Practically, the "domain q-value" approach will be the most useful. Theoretically, we proved in our work that lFDRs are optimal; however, we found in benchmarks that lFDR estimates do not perform as well as q-values because some HMMER3 p-values are bad (for certain repetitive domain families, in particular). We found that q-values are much more robust than lFDRs given the p-values that HMMER3 gives. Our code provides lFDRs anyway for research purposes, and with the hope that they can be better used in the future, when domain p-values improve.

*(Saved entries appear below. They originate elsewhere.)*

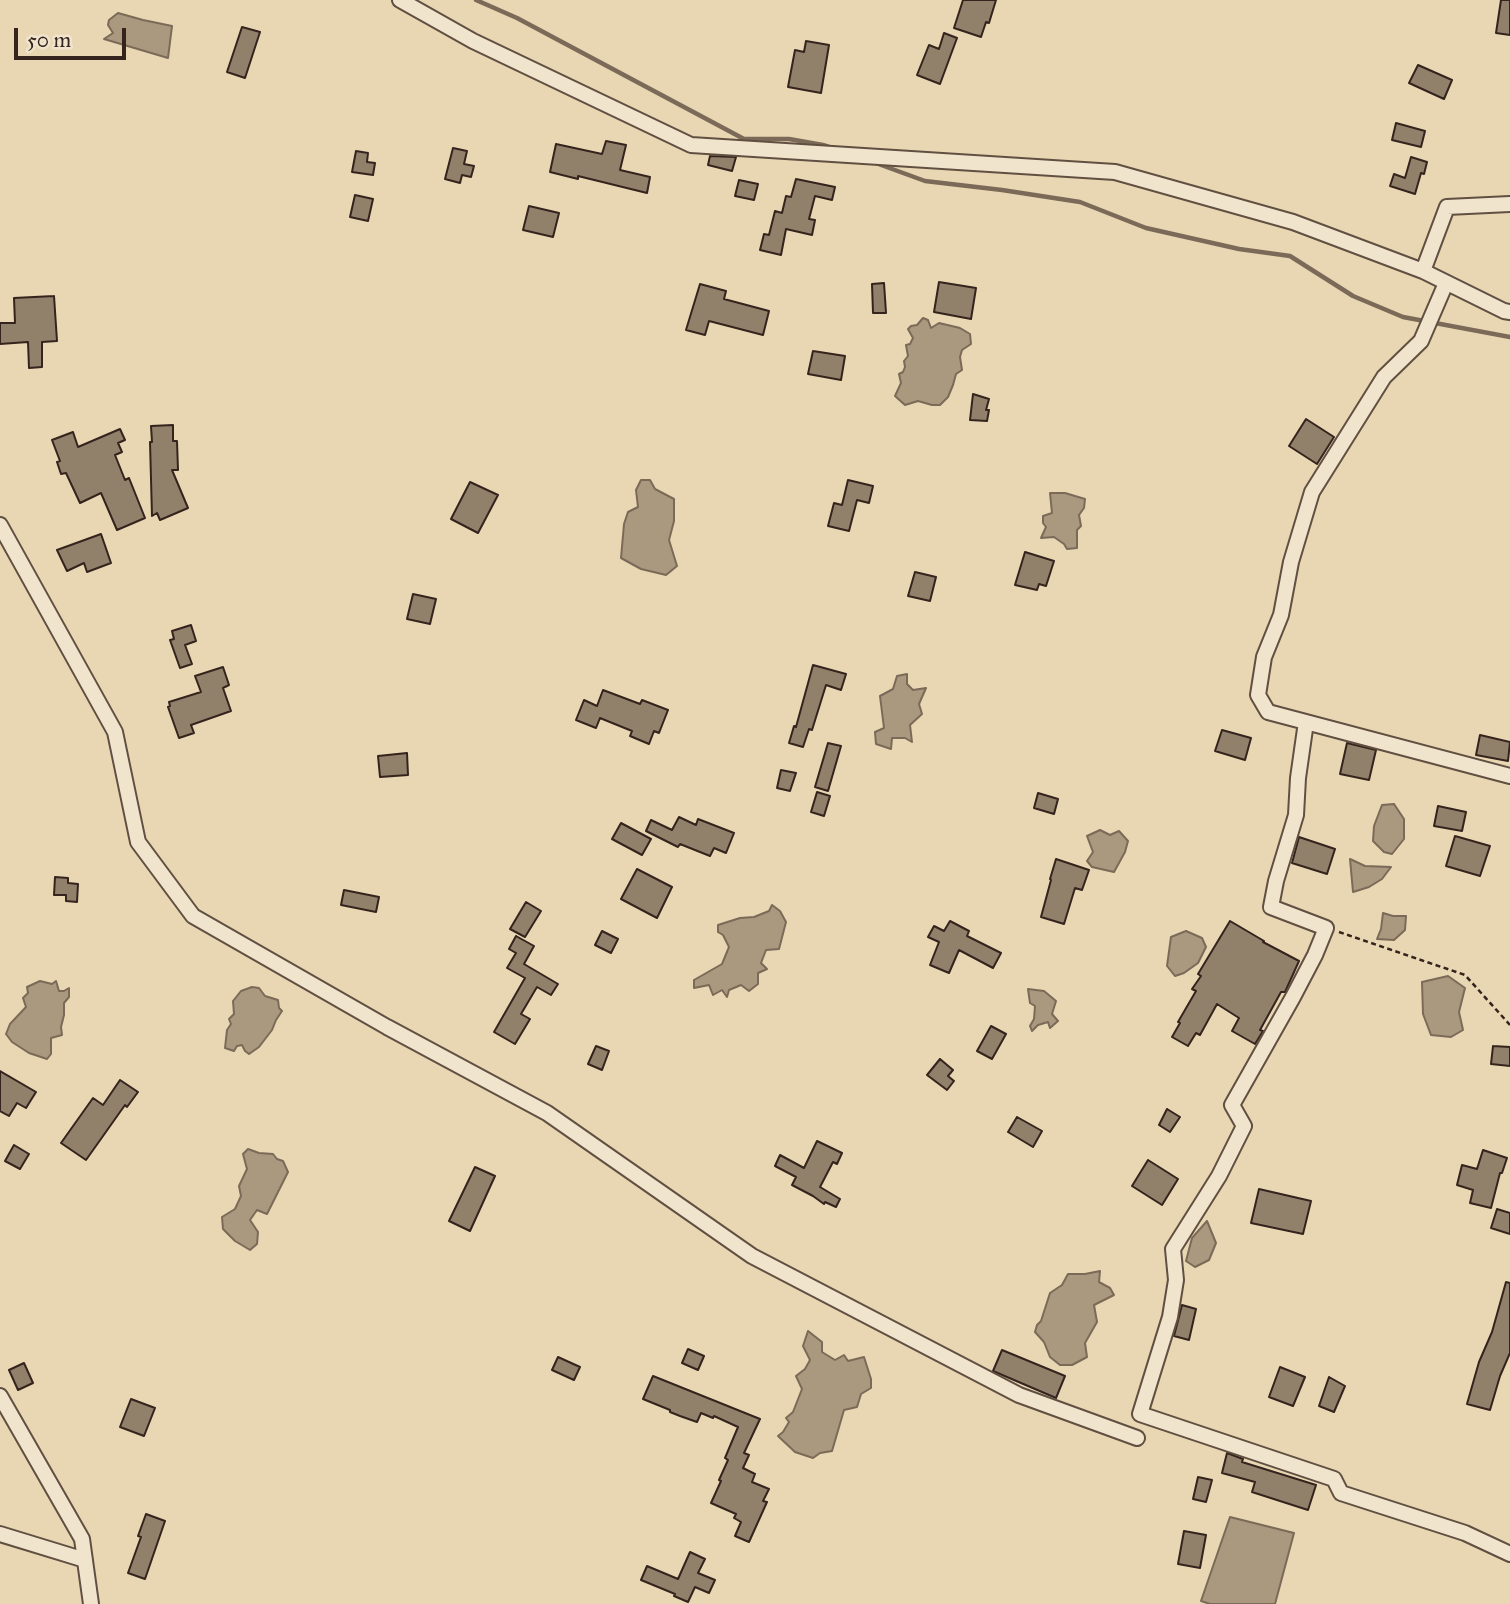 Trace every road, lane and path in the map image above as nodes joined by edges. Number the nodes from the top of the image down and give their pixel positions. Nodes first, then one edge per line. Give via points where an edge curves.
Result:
1 (400, 0) edge
2 (1510, 204) edge
3 (1423, 271) junction
4 (1446, 283) junction
5 (1510, 312) edge
6 (0, 525) edge
7 (1306, 722) junction
8 (1510, 776) edge
9 (1326, 928) junction
10 (1510, 1026) edge
11 (0, 1396) edge
12 (1137, 1438) dead end
13 (0, 1534) edge
14 (1510, 1554) edge
15 (85, 1560) junction
16 (91, 1604) edge

1 - 3 street via 473,41 691,145 1115,172 1293,222
2 - 3 street via 1447,207
3 - 4 street
4 - 5 street
4 - 7 street via 1421,341 1384,377 1312,492 1281,615 1264,657 1258,695 1268,712
6 - 12 street via 115,732 138,842 193,916 547,1114 752,1256 1019,1395
7 - 8 street
7 - 9 street via 1296,814 1272,907
9 - 10 path via 1465,975
9 - 14 street via 1232,1105 1244,1126 1173,1249 1176,1280 1170,1317 1140,1414 1334,1479 1341,1493 1465,1533
11 - 15 street via 82,1539
13 - 15 street
15 - 16 street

Lastly, we included an even more experimental mode, "tiered q-values". Our tiered analysis combines the HMMER sequence and domain p-values into a joint assessment of significance based on the FDR. On the plus side, it produces even more predictions at a fixed combined FDR than the previous approaches. However, the theoretical FDR is too far off of the empirical FDR, which means that you should exercise caution choosing which threshold to use.

Installation

Dependencies

You'll need

  • Perl 5
  • gzip
  • The HMMER3 protein hidden Markov model software
  • Git versioning control software (optional, to clone repository)

For the HMM database, you have two options.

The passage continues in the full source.